Yes, we can talk about international standards of accreditation but I don't know if international standards of accreditation is what we need in most developing countries at this point. We should talk more about value added and the number of ways especially recognizing that a system's move will vary from 2% in access levels to 40% in access levels. If we're at 40% access levels, the great majority will be in institutions that are not, cannot, and should not pretend to be, institutions of the academic elite. The document is stronger when it talks about higher education than when it lapses and talks about universities.

I also think that the reform comes a bit too much from above in the sense that it looks for too much from government. I congratulate the office of the report for taking such a strong stance against centrally controlled systems, but I also think the report almost has a blanket harshness about unplanned differentiation and growth, describing it as chaotic. It is often chaotic - but so too are national plans and systems that stem from systemic identification of the public interest and strategic visions, they too are often problems. What we need is a mix. I doubt if anyone would disagree with that.

I'm quibbling then with a certain directional tone of the report, which for me has a greater faith in what government is likely to do than I see warranted by the diagnosis in the report itself.

If we want more competition for research moneys, let us talk about what's happened in Brazil. If we want more faculty mobility, let's look at what's happening among leading private institutions in Mexico. Much more can be learned across regions. A number of regions have a lot to learn about private higher education, good and bad from the examples we see in Asia and Latin America where there has been so much private higher education.

I also think that in a number of cases the report tends to be unduly harsh about indigenous alternatives, which I would describe as hybrids.
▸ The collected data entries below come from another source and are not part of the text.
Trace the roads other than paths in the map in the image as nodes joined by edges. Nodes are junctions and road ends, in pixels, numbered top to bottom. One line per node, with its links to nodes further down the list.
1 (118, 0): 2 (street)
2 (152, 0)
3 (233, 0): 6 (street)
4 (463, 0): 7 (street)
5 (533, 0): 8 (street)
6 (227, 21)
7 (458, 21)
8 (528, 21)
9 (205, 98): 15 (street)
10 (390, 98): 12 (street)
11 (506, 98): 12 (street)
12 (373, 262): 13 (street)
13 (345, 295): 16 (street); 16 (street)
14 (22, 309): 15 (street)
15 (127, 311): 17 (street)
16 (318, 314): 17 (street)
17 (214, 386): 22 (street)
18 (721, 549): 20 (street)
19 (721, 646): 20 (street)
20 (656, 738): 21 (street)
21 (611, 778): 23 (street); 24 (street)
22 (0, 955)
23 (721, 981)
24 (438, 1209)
They are blasted for turning out to be much less than things that are better than realistic alternatives - for example moonlighting is decried in the report. Well, there are reasons to decry it, against certain ideals. I think it is a second best, but I also think it's a very positive thing when very good professors from some universities present themselves at other places and give opportunities to students there.

Similarly, franchise universities: by all means blast them for all the things they do wrong, but also try to investigate why they are wrong and what might come of it, and how we might try to coax an improvement in what they give.

And lastly, differentiation. I think one of the strong points of the report is that it not only identifies differentiation, but it endorses it - and it even has the courage to endorse what it calls stratification, which is rare in a political report of this nature. I have a personal liking for the section on general higher education. I know in the Inter-American Development Bank report that was one of the most cherished parts for us.

But although the report endorses differentiation, it often puts forth what it calls principles for all, which I often think are not really best principles for all, but rather principles for some or many. In the example of governance, many of the principles for all are good principles for academic leadership institutions, ruled largely through shared governance - policy-making locus within institutions - rather than in a state or market. I think all this is very suitable for academic leadership institutions and functions, but I don't think it's necessarily so suitable for much of the rest of higher education.

Similarly, other items of governance are better for other kinds of higher education than for the academic leadership function. Direct accountability and clear professional standards could be examples there.

So in conclusion, and returning to the note of balance which is my overall impression of the report, I think the document serves an indispensable function in galvanizing opinion and in showing generally orienting purposes and principles. To carry that forth and put the document into practice, we need to continue to develop more differentiated criteria and ideas, many of which can be adapted from progress and practice to date in developing countries themselves.